Publicado en Mundoclasico el 31 de mayo de 2017
Bilbao, martes 16 de mayo de 2017. Teatro Arriaga. Vaughan Williams: Obertura de The Wasps. Rachmaninov: Rapsodia sobre un tema de Paganini. Elgar: Sinfonía número 1. Stephen Hough, piano. BBC Philharmonic. Director: Juanjo Mena. Aforo: 1.200. Ocupación: 75%
Dieciséis primeros, catorce segundos, doce violas, diez cellos y ocho contrabajos: tal era la imponente sección de cuerda de la BBC Philharmonic sobre el exiguo escenario del Teatro Arriaga, así que podría decirse que el aspecto de la tarima era un tanto abigarrado, con músicos literalmente ocultos en los reducidos hombros. El lugar natural de celebración de los conciertos sinfónicos en Bilbao es el Euskalduna, pero el regreso de Mena a Bilbao se materializó en el histórico teatro a la italiana del Casco Viejo bilbaíno. Fue una elección oportuna: Mena y su orquesta no llenaron el Arriaga, con la platea cubierta pero con los pisos de palcos mondos o casi, y ese mismo público trasladado a la enormidad del Euskalduna no hubiera resultado un éxito, sino que hubiera parecido un fracaso -sin serlo: pero con la respetable cifra de 1.000 asistentes, un concierto en el Euskalduna parece una catedral cerrada al culto-. De modo que en esa caja grana, aterciopelada y recogida que es el Arriaga, aconteció lo que prometía ser un acontecimiento musical en la vida musical bilbaína.
Musicalmente no lo fue. La buena orquesta BBC Philharmonic está lejos de la calidad de las más reputadas orquestas británicas, y Juanjo Mena no tuvo una noche ni brillante ni convincente, vencido quizá por las muchas claves emocionales que concurrían en la cita. Algunas de esas claves también embargaron al público al reconocer al maestro de siempre en toda la amplitud y profundidad de su estilo, como si los años no hubieran transcurrido: Mena era Mena en su forma de caminar hacia el podio, en su forma de dirigir, incluso en su característica forma de hablar, tan acentuada como antaño pero pasada por el tamiz de su estadía británica. Sigue Mena generoso, pasional, doblándose hacia los atriles, con esa energía que parece que en cualquier momento le va a elevar unos palmos sobre el podio y que le da cierto aura de bien producida trascendencia. Mena es un maestro que transmite una enorme energía musical de un modo muy físico y a la vez muy controlado.
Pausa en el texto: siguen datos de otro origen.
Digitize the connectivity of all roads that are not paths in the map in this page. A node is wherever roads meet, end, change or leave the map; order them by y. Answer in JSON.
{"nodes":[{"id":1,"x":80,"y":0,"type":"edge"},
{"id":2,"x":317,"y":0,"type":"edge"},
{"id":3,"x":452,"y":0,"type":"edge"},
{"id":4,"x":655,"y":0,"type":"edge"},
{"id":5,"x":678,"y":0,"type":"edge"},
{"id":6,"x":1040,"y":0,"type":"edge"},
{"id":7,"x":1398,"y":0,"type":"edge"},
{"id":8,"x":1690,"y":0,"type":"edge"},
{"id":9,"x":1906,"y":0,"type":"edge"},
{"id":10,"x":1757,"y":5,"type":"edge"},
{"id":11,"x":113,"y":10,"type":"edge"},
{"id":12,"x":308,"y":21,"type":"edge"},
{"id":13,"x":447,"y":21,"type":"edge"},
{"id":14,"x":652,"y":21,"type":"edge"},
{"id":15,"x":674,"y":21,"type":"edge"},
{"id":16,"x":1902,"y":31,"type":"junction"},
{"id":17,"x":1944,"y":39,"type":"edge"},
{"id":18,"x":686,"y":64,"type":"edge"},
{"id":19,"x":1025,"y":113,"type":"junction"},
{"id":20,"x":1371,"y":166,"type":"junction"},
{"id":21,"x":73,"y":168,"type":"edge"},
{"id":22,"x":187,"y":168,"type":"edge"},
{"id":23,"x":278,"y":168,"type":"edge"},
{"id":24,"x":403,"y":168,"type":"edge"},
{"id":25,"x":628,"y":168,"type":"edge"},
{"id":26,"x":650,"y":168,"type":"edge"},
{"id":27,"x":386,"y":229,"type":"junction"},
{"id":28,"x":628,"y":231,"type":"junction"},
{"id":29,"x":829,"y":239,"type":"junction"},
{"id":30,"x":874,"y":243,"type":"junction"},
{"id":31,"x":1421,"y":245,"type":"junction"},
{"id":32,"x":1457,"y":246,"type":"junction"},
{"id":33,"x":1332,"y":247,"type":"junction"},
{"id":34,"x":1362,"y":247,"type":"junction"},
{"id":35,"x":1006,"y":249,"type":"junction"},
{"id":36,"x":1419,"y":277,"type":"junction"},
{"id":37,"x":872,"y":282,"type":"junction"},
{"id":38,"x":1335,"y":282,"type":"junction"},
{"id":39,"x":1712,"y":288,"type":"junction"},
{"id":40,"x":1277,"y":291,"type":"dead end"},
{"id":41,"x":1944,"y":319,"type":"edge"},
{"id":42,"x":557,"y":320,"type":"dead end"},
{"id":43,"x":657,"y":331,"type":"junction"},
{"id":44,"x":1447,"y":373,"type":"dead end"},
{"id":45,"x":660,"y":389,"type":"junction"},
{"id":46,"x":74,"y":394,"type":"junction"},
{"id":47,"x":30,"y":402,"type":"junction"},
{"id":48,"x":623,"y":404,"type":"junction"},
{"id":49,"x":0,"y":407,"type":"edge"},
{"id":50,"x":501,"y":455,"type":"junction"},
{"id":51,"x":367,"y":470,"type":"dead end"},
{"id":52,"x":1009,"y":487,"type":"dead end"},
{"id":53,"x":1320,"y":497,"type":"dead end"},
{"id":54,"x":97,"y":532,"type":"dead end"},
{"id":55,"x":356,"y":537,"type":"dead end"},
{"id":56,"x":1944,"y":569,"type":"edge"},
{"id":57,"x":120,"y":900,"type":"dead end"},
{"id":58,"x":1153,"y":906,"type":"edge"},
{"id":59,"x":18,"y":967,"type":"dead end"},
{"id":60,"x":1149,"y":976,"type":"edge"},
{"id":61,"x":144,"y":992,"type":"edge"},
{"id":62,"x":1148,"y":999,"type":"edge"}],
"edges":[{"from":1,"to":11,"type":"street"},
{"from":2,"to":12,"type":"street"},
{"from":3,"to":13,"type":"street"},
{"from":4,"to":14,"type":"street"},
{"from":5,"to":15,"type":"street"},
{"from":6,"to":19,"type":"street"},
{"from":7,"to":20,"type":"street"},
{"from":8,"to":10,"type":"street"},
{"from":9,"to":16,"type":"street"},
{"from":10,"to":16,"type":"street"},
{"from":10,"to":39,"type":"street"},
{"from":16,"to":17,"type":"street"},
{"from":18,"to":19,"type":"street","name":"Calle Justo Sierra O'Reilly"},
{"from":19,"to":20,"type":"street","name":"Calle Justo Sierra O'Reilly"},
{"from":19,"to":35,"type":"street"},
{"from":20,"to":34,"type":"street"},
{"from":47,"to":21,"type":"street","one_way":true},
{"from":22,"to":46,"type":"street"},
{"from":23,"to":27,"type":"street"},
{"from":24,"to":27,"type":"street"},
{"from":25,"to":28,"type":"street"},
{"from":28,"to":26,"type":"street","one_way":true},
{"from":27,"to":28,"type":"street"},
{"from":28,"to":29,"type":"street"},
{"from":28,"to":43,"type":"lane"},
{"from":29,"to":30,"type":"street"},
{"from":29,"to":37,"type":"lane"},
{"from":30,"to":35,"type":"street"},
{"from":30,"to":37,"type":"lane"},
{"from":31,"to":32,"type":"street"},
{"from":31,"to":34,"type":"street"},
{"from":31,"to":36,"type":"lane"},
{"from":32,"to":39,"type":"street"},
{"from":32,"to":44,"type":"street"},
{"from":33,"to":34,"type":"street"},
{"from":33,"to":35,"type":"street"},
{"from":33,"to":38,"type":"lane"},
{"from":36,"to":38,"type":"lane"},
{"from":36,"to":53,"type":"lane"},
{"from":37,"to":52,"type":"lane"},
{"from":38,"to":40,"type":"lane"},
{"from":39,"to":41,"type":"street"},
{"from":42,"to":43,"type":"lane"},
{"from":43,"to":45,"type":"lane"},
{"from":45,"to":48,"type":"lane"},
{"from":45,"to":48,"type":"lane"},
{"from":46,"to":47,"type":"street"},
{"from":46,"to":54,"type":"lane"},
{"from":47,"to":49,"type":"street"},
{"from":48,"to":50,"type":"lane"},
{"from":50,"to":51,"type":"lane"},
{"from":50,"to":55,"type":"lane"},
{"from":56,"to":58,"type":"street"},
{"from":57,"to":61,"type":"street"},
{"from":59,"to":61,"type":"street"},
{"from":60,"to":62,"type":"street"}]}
En eso no ha cambiado, sólo ha profundizado y mejorado.
La Obertura de The Wasps es bonita e intrascendente a partes iguales, y no entraña dificultades ni para la orquesta ni para el maestro, ni tampoco propicia un gran lucimiento. En el Arriaga se escuchó bien, hecha con claridad, y sirvió para dejar clara la solidez de un conjunto profesional y el oficio de su maestro para instantaneamente quedar olvidada y a otra cosa, pues otra cosa fue la Rapsodia de Rachmaninov en manos de Stephen Hough, ya conocido en Bilbao por su visita a la temporada de la BOS hace unos años y por sus presencias en la Sociedad Filarmónica. Hough estuvo magistral, abriéndose con brillantez a la obra y al diálogo con la orquesta y haciendo una Rapsodia de una -falsa- sencillez apabullante. Hough toca para el mundo tocando para sí, con un virtuosismo sereno y cabal, concentrado en su oficio y sumergido en ese cosmos a la vez reducido e ilimitado que los grandes pianistas crean con su instrumento, y que es ajeno a las palabras. Brillante Hough, dando al público la cima de la velada con una obra que no es fácil, y que en términos generales fue bien ejecutada por la orquesta, pese a algunos mínimos desencuentros y a un tono general demasiado pulcro y algo lineal en la versión.
La sinfonía de Elgar fue otra cosa. Se hizo rauda, desprovista de la atmósfera anhelante característica de Elgar, primando la presencia sonora sobre la invitación y la sugerencia. No siempre se disfrutaban los planos sonoros, con Mena exponiendo con potencia y derroche de energía una obra que de por sí es un exponente de exuberancia orquestal. El resultado fue que en el Andante, como más tarde en el Allegro del cuarto movimiento, la sinfonía parecía desarrollarse en términos de vida propia, como si fuera un ser animado, grande y autónomo. El Adagio, por su parte, se hizo con un lirismo imponente. Al final de este tiempo, Mena se exhibió: parecía estaxiado, manejando la batuta con desmayo, en una danza lenta que se rinde al silencio. Era el sello del estilo del buen maestro Mena, que afloraba así en una versión indecisa que no estuvo a la altura de una primera parte del programa en la que Hough, siempre discreto y se diría que con voluntad de pasar por opaco, brilló intensamente.